I reached for the comfort of the crystal heart and tried not to tremble as I spoke. ‘Tomorrow, I am to die.'

‘Angels preserve us,' he burst out. ‘How can this be? If you are not the witch – then who are you? Why are you here?'

I looked at him, searching his face to see if he truly did not know. But all I saw was confusion and bewilderment.
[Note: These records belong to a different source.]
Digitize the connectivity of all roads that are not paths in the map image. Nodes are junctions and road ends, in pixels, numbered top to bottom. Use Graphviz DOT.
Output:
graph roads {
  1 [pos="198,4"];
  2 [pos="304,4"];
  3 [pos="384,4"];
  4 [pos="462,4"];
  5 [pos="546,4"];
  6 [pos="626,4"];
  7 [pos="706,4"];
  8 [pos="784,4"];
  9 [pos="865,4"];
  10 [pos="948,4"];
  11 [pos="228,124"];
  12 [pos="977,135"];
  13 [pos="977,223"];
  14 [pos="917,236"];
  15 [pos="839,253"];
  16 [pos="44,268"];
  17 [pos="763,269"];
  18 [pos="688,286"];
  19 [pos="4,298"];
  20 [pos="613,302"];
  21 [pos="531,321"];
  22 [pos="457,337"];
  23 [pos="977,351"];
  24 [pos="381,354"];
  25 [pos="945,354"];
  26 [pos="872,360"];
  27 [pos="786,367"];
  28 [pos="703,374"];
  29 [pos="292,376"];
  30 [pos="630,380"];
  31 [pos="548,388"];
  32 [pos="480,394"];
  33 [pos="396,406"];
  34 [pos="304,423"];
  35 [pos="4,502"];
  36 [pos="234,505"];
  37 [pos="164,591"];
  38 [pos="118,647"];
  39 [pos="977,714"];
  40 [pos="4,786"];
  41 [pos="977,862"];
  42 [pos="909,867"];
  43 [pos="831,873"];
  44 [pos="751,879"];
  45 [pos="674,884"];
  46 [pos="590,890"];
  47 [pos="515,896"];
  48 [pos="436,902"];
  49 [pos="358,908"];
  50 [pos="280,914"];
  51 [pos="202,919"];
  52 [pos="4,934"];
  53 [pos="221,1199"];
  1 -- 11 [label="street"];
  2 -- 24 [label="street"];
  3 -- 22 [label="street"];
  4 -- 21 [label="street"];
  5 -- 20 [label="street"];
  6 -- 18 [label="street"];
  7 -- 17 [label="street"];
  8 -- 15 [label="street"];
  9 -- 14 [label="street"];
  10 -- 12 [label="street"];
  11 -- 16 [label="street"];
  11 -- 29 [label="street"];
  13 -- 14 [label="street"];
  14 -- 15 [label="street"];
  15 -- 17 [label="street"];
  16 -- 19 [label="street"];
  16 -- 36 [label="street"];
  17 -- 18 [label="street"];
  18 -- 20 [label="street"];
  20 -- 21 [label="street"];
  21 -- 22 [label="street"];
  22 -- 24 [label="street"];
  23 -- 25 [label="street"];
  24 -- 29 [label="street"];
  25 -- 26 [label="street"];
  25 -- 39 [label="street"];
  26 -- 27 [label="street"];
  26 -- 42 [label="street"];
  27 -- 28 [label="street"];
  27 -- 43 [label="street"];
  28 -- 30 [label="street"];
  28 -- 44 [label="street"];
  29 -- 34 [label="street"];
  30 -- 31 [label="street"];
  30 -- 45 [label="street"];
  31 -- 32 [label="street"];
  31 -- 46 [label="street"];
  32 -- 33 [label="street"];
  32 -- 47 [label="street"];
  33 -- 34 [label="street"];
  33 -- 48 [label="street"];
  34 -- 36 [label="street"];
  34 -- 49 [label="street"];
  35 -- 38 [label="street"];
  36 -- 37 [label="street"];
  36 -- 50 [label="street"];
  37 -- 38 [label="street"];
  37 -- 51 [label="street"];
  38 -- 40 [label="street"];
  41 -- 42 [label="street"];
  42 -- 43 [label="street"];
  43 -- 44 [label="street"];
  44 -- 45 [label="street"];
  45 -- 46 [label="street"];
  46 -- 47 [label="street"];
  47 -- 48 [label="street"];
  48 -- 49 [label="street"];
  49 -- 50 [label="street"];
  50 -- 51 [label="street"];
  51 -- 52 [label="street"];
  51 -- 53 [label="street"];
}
Drawing myself up, I said, ‘I am Izolda, the only child of the Prince of Night, and I have been kept as a hostage in this Tower since my capture on my eighth birthday.'

‘No,' he breathed. ‘The Prince of Night had a child, yes, but she died when she was only …'

‘When she was only eight.'

‘Why has your father not –'

‘Why didn't he move heaven and earth to find me? Why didn't he let it be trumpeted everywhere that humans had stolen his only child?' I bit off the words. ‘He did not because he could not.'

‘Why?' he whispered.

‘My father knew that if he said one thing about it to anyone, or if he stirred one finger outside our country, the Supreme Council would kill me. That was the price they made him pay for the war he waged on your people. Those were the terms. My capture defeated him. My imprisonment has made him keep the peace – and the silence. He cannot ask for anyone's help. Not ever.'

The young man gave a heavy sigh. ‘Why do they want to kill you now after all this time?'

‘Some prophecy, I was told.'

‘What prophecy?'

‘I don't know. Oh, please, Guard Bator, whatever you were told about me, this is the truth – the absolute truth,' I cried. ‘Look into my eyes and tell me what you see.'

Our eyes met for a long moment. He gave a low groan and put his head in his hands. ‘In the Angels' name, what have we done?'

‘You have done nothing,' I said, recovering from that long glance which had goose-pimpled my skin. And the tremble started in me again, because whatever small respite this encounter had brought me, my fate had not changed. It was midnight, and in three and a half hours, I would be eighteen. And that would be the last morning I would ever see. The thought was so bitter that I could not stop a small cry escaping.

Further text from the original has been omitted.